(Saved data entries)
-*-*-

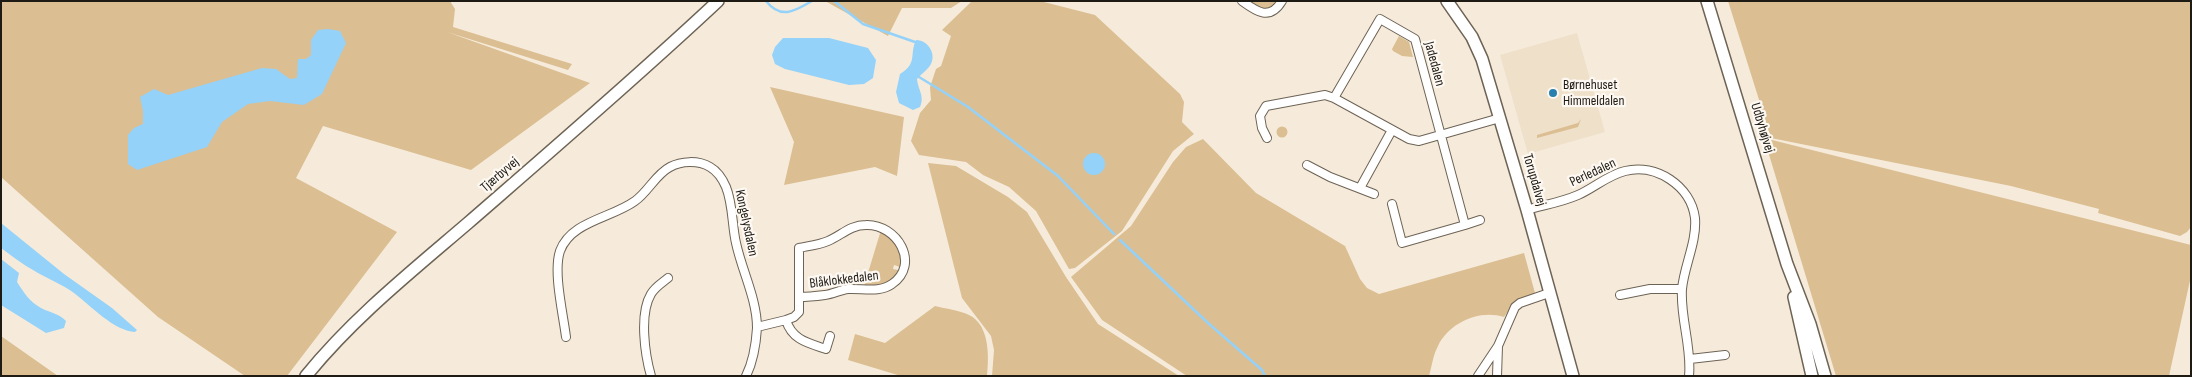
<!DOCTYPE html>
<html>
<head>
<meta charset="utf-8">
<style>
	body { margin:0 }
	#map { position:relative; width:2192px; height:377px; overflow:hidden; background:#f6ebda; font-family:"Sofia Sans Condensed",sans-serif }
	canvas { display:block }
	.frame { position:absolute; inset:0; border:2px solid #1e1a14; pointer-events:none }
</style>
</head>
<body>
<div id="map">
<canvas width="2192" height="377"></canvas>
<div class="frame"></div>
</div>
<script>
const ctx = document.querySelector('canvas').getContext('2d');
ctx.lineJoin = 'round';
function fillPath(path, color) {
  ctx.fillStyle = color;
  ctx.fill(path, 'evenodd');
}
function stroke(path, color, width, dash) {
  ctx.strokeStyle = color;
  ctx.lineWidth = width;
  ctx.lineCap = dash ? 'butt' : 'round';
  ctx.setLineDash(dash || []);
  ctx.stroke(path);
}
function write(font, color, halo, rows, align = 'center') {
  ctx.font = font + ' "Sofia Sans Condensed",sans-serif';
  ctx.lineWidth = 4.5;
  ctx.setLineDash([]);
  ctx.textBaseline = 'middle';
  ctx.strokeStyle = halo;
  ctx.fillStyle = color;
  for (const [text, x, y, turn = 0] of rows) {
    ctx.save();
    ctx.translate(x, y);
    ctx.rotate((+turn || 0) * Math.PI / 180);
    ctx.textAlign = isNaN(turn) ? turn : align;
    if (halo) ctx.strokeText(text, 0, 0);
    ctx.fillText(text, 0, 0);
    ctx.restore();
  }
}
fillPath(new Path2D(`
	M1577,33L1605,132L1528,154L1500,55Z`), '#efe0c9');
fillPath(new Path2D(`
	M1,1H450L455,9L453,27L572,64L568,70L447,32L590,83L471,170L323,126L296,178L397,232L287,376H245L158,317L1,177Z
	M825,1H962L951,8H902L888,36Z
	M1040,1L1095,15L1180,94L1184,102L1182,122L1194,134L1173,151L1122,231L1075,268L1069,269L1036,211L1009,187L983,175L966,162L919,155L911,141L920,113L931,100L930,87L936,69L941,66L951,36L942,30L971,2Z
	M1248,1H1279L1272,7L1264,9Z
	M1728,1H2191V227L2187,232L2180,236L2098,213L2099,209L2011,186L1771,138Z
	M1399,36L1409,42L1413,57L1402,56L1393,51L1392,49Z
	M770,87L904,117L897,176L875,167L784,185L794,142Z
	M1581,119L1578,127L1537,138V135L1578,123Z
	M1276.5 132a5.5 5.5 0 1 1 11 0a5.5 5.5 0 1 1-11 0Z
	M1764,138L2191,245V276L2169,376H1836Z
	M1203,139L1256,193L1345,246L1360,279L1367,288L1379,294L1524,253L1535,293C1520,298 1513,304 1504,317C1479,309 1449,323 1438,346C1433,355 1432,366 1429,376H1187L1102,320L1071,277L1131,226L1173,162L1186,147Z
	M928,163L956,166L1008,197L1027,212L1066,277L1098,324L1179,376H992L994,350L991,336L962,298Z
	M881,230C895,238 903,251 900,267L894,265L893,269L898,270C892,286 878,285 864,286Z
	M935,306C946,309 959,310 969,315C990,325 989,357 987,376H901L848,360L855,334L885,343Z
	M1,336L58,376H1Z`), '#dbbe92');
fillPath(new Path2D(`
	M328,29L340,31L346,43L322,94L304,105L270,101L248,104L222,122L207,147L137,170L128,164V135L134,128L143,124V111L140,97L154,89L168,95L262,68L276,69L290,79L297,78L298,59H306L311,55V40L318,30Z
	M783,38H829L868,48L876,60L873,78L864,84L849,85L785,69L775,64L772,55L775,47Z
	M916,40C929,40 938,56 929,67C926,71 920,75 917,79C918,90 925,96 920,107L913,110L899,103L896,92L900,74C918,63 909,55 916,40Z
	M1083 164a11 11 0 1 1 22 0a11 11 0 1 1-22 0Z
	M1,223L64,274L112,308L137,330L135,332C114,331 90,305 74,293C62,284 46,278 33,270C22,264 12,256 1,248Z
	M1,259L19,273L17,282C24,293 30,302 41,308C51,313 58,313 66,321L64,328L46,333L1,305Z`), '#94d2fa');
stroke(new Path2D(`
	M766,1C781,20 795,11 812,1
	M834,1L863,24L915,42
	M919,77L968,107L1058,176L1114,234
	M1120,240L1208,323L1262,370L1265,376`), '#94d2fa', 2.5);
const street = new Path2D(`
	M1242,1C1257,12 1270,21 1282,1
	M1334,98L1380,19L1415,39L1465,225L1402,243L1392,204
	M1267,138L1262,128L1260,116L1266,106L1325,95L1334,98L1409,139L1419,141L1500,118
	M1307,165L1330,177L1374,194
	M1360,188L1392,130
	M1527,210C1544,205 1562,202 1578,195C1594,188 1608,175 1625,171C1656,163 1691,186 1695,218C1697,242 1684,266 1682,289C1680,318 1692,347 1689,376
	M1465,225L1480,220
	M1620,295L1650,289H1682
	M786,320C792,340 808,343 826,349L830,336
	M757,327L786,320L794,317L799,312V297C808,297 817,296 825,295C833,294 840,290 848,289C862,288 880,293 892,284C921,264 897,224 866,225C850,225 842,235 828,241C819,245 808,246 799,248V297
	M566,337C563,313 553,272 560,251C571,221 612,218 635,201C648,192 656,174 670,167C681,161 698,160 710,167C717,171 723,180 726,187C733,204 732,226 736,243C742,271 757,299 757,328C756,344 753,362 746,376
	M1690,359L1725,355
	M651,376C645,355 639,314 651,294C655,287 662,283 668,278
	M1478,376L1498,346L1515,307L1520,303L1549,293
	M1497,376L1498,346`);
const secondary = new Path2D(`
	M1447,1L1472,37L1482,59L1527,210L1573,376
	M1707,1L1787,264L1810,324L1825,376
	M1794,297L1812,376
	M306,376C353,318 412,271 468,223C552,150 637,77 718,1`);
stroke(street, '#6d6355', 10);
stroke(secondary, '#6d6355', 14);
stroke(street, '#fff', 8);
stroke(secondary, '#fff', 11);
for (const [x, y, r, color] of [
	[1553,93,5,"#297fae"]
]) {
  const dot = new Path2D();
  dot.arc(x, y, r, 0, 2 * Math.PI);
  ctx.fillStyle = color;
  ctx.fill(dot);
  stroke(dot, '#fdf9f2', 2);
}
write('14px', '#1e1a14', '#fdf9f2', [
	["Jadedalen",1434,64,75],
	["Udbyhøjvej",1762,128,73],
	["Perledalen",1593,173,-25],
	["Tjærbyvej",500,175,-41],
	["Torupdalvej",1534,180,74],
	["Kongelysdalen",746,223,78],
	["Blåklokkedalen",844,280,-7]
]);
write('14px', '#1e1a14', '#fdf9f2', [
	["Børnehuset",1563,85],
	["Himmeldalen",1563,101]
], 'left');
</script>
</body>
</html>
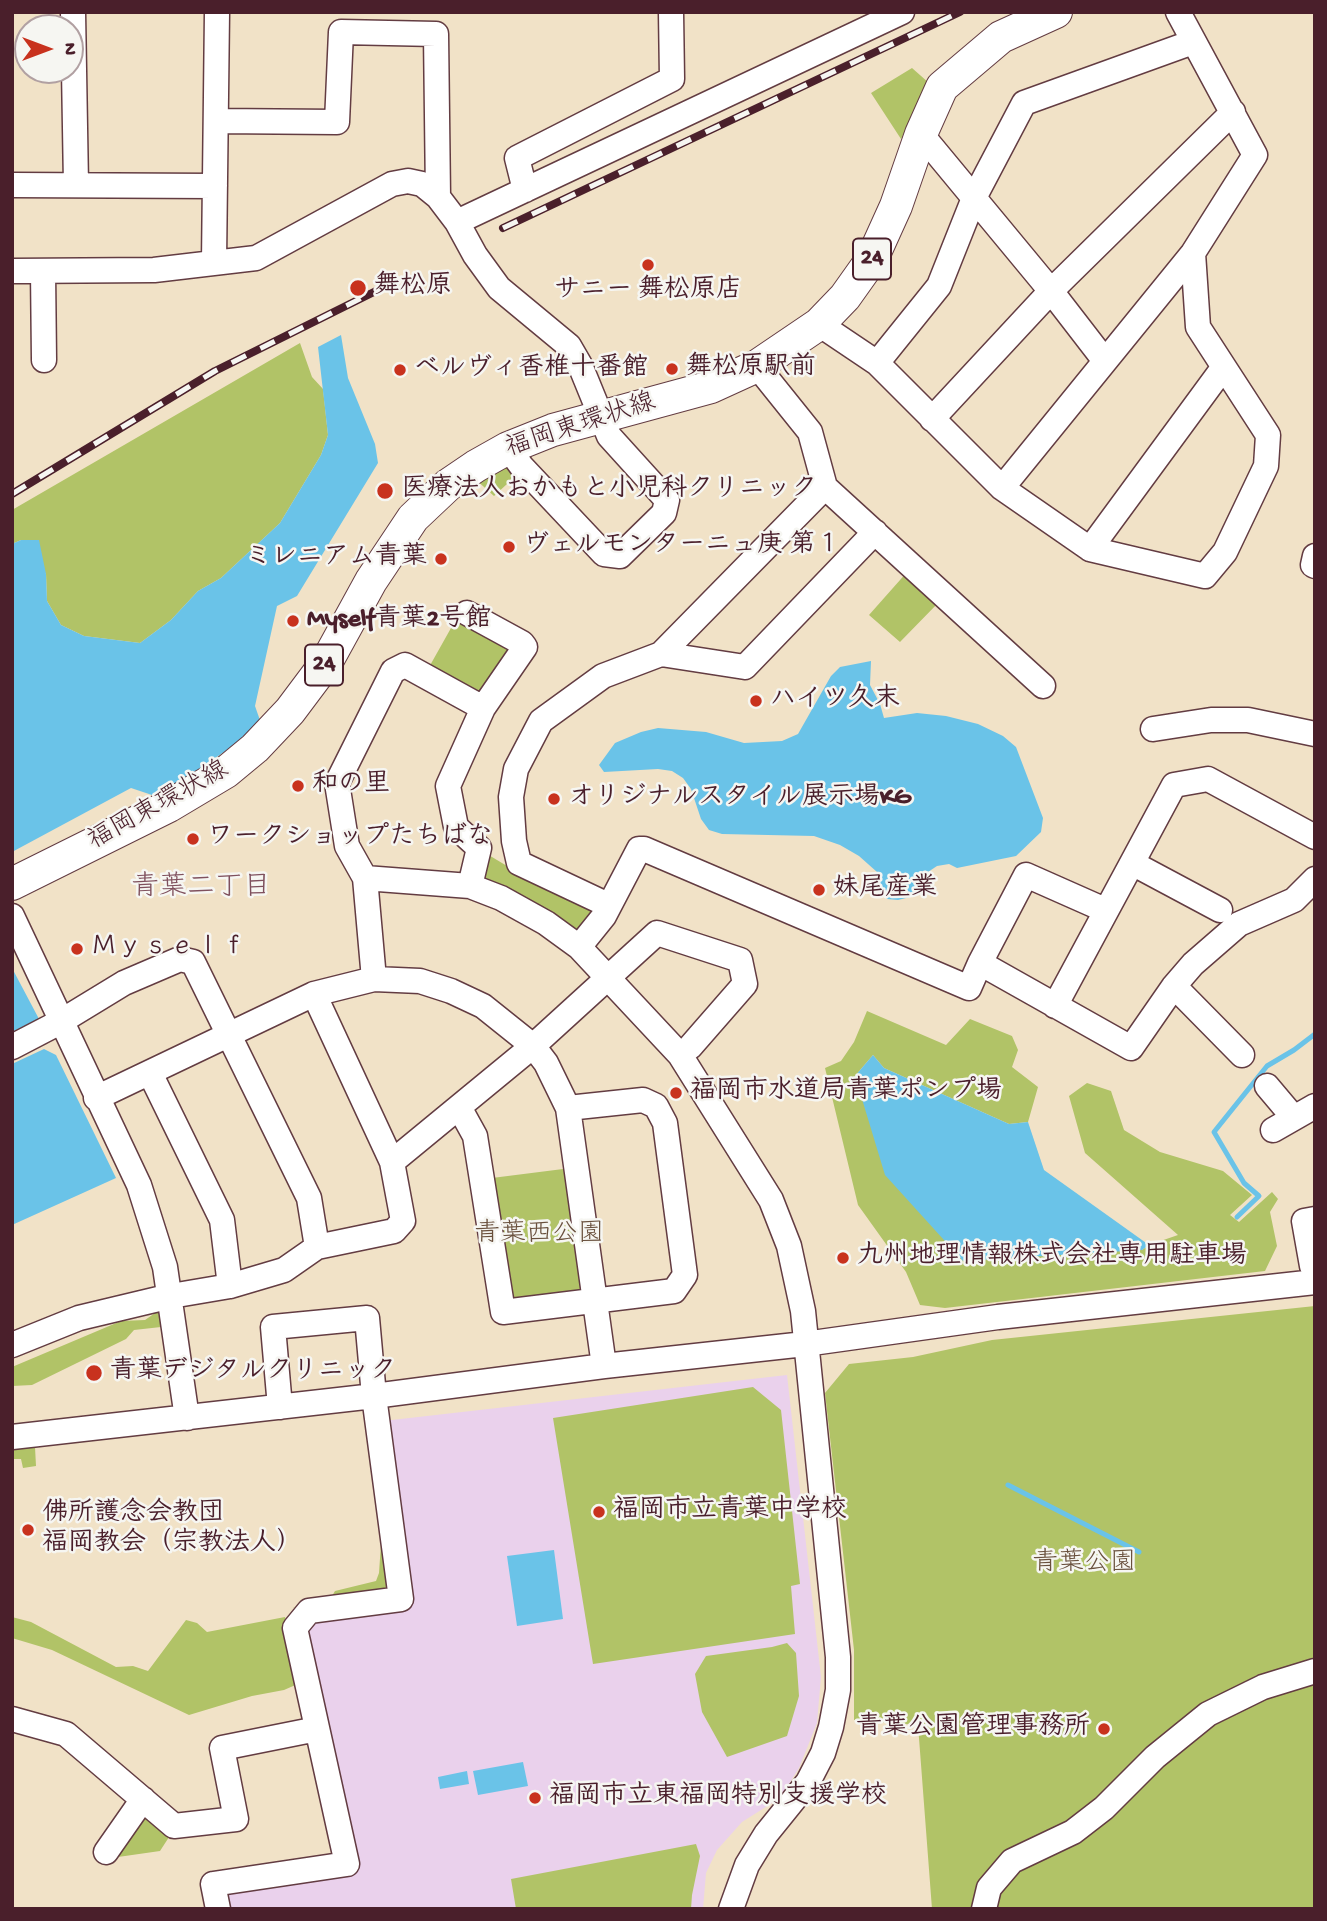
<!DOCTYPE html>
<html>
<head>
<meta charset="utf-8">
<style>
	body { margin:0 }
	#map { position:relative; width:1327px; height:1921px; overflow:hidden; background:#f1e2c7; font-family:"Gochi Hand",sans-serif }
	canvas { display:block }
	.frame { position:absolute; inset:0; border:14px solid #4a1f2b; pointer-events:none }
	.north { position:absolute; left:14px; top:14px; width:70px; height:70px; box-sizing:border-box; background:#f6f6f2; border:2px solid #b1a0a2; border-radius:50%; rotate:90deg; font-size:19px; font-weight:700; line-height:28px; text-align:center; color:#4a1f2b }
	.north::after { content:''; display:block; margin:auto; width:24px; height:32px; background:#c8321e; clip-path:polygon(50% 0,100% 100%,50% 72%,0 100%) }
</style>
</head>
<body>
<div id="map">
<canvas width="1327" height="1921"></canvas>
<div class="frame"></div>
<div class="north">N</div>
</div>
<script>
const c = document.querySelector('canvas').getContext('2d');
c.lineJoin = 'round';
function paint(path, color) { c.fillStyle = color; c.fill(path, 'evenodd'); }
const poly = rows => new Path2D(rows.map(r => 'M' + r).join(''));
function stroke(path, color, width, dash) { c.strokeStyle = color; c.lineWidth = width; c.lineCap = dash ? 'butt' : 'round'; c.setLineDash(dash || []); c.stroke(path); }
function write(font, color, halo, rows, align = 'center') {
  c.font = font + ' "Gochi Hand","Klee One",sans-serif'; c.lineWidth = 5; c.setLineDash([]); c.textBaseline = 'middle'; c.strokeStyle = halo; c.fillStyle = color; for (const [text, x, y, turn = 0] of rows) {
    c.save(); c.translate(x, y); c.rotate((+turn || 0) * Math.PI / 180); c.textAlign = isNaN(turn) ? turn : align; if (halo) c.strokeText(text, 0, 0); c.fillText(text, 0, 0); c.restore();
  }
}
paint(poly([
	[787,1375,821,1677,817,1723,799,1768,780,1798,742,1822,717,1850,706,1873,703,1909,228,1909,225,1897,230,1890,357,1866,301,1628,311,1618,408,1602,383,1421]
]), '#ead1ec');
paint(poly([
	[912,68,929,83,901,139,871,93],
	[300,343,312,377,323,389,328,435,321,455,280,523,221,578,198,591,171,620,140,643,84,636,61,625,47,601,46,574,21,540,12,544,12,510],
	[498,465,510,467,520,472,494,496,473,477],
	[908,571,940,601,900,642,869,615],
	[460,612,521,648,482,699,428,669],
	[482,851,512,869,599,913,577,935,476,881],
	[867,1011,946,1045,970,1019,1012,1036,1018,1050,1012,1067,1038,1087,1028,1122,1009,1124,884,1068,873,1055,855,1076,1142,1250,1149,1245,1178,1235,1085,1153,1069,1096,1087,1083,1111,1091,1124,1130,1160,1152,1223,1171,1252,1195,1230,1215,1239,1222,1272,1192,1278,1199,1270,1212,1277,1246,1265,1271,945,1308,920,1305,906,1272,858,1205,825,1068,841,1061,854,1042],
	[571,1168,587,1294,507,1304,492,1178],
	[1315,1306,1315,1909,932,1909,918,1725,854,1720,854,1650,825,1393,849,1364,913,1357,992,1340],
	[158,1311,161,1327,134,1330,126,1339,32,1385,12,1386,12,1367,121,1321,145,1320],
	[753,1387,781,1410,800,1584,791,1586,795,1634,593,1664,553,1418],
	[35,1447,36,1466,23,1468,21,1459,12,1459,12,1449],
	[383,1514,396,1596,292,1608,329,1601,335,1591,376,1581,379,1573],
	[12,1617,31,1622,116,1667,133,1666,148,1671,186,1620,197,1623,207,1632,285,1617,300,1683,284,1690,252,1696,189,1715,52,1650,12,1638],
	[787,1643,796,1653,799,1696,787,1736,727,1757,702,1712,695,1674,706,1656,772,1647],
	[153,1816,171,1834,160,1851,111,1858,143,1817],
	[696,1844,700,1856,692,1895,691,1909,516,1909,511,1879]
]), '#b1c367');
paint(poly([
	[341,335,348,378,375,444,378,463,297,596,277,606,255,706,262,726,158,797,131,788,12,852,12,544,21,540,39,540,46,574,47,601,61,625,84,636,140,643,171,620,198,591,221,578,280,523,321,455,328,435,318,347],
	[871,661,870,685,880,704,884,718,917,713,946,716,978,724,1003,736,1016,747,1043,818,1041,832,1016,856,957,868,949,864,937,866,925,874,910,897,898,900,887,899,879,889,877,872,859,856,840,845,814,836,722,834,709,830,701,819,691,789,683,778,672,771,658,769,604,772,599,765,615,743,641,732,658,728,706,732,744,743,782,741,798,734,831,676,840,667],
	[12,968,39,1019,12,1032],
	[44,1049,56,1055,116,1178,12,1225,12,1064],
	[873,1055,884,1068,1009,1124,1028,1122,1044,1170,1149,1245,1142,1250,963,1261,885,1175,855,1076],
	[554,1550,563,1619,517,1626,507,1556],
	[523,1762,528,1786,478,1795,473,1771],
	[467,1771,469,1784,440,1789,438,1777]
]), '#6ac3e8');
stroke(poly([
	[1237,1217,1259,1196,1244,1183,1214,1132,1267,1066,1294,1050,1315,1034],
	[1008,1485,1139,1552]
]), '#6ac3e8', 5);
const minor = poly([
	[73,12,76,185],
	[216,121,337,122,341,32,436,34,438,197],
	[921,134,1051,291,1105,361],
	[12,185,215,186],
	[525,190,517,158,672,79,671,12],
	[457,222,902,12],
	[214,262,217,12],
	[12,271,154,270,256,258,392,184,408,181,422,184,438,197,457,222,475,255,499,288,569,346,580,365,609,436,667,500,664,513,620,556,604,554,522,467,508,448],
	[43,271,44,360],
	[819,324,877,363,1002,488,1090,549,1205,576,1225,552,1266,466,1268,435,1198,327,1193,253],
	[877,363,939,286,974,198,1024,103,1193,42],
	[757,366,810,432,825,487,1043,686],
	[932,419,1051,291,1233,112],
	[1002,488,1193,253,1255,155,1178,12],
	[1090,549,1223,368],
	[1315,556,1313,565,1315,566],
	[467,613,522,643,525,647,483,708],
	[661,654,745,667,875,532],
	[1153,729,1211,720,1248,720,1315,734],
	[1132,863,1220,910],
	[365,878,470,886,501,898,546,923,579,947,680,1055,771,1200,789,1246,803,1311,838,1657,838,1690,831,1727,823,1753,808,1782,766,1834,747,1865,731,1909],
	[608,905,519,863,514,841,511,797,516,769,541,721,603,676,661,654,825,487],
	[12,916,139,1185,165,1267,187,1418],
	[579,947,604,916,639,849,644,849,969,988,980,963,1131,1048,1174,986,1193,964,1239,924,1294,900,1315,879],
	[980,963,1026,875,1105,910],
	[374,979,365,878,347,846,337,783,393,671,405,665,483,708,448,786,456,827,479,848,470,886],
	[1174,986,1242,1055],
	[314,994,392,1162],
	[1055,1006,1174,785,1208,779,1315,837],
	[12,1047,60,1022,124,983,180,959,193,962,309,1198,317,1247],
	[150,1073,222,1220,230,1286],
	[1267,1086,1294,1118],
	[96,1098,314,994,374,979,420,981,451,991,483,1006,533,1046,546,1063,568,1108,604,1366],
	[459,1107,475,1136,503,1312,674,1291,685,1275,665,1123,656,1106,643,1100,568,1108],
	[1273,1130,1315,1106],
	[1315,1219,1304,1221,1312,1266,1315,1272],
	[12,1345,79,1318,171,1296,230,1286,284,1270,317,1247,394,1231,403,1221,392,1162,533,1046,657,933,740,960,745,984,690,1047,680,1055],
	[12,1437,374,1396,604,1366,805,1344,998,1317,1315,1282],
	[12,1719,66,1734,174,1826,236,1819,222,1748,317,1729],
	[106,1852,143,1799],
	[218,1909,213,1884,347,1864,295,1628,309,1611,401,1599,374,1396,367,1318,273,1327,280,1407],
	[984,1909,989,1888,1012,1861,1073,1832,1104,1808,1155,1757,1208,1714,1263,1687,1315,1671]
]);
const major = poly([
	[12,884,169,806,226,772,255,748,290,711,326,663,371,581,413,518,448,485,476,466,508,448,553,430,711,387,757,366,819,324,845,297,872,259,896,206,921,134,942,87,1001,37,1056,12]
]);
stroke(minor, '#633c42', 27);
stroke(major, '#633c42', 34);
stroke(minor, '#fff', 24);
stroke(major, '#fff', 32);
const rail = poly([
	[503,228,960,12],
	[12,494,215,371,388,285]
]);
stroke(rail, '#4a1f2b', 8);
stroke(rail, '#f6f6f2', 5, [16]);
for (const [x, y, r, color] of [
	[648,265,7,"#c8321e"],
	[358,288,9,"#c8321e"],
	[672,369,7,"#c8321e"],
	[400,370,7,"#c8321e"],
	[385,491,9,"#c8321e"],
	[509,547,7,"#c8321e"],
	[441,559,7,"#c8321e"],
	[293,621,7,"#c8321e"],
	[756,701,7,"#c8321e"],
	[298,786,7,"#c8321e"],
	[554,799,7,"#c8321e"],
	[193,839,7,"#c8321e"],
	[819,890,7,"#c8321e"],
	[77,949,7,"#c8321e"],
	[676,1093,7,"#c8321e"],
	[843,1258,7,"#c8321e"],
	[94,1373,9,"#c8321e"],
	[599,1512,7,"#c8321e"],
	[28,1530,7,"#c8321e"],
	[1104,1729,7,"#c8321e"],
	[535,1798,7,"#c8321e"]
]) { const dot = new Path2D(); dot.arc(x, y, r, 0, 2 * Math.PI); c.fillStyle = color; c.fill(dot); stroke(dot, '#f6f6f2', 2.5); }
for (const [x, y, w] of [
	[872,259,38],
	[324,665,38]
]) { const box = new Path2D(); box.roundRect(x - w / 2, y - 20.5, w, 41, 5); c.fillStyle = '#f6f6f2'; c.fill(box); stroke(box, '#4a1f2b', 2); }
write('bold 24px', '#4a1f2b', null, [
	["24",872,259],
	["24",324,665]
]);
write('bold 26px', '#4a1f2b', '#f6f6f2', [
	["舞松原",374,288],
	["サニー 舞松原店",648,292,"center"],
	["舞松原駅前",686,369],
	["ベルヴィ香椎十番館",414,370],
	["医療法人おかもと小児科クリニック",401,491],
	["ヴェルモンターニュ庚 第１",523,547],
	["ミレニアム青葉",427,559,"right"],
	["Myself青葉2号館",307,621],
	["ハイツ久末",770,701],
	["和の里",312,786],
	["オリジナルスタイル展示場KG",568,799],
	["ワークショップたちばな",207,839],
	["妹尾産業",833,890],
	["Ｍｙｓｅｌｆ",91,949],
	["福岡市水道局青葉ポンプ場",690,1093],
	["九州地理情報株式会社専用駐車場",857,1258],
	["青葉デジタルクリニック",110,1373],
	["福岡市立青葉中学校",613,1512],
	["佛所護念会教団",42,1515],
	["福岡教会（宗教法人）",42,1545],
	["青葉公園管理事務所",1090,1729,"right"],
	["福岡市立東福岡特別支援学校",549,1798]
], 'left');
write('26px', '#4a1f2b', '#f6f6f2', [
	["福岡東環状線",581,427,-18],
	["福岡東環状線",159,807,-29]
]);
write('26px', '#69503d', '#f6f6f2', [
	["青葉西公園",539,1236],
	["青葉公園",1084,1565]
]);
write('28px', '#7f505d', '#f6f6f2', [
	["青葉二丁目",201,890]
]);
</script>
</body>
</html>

-*-*-

WORK TO COMPLETE:
Above are the records; repeat exactly the lines from the one holding "M1334,98L1380,19L1415,39L1465,225L1402,243L1392,204" down to the one holding "stroke(dot, '#fdf9f2', 2);", end lines included.

TASK RESPONSE:
	M1334,98L1380,19L1415,39L1465,225L1402,243L1392,204
	M1267,138L1262,128L1260,116L1266,106L1325,95L1334,98L1409,139L1419,141L1500,118
	M1307,165L1330,177L1374,194
	M1360,188L1392,130
	M1527,210C1544,205 1562,202 1578,195C1594,188 1608,175 1625,171C1656,163 1691,186 1695,218C1697,242 1684,266 1682,289C1680,318 1692,347 1689,376
	M1465,225L1480,220
	M1620,295L1650,289H1682
	M786,320C792,340 808,343 826,349L830,336
	M757,327L786,320L794,317L799,312V297C808,297 817,296 825,295C833,294 840,290 848,289C862,288 880,293 892,284C921,264 897,224 866,225C850,225 842,235 828,241C819,245 808,246 799,248V297
	M566,337C563,313 553,272 560,251C571,221 612,218 635,201C648,192 656,174 670,167C681,161 698,160 710,167C717,171 723,180 726,187C733,204 732,226 736,243C742,271 757,299 757,328C756,344 753,362 746,376
	M1690,359L1725,355
	M651,376C645,355 639,314 651,294C655,287 662,283 668,278
	M1478,376L1498,346L1515,307L1520,303L1549,293
	M1497,376L1498,346`);
const secondary = new Path2D(`
	M1447,1L1472,37L1482,59L1527,210L1573,376
	M1707,1L1787,264L1810,324L1825,376
	M1794,297L1812,376
	M306,376C353,318 412,271 468,223C552,150 637,77 718,1`);
stroke(street, '#6d6355', 10);
stroke(secondary, '#6d6355', 14);
stroke(street, '#fff', 8);
stroke(secondary, '#fff', 11);
for (const [x, y, r, color] of [
	[1553,93,5,"#297fae"]
]) {
  const dot = new Path2D();
  dot.arc(x, y, r, 0, 2 * Math.PI);
  ctx.fillStyle = color;
  ctx.fill(dot);
  stroke(dot, '#fdf9f2', 2);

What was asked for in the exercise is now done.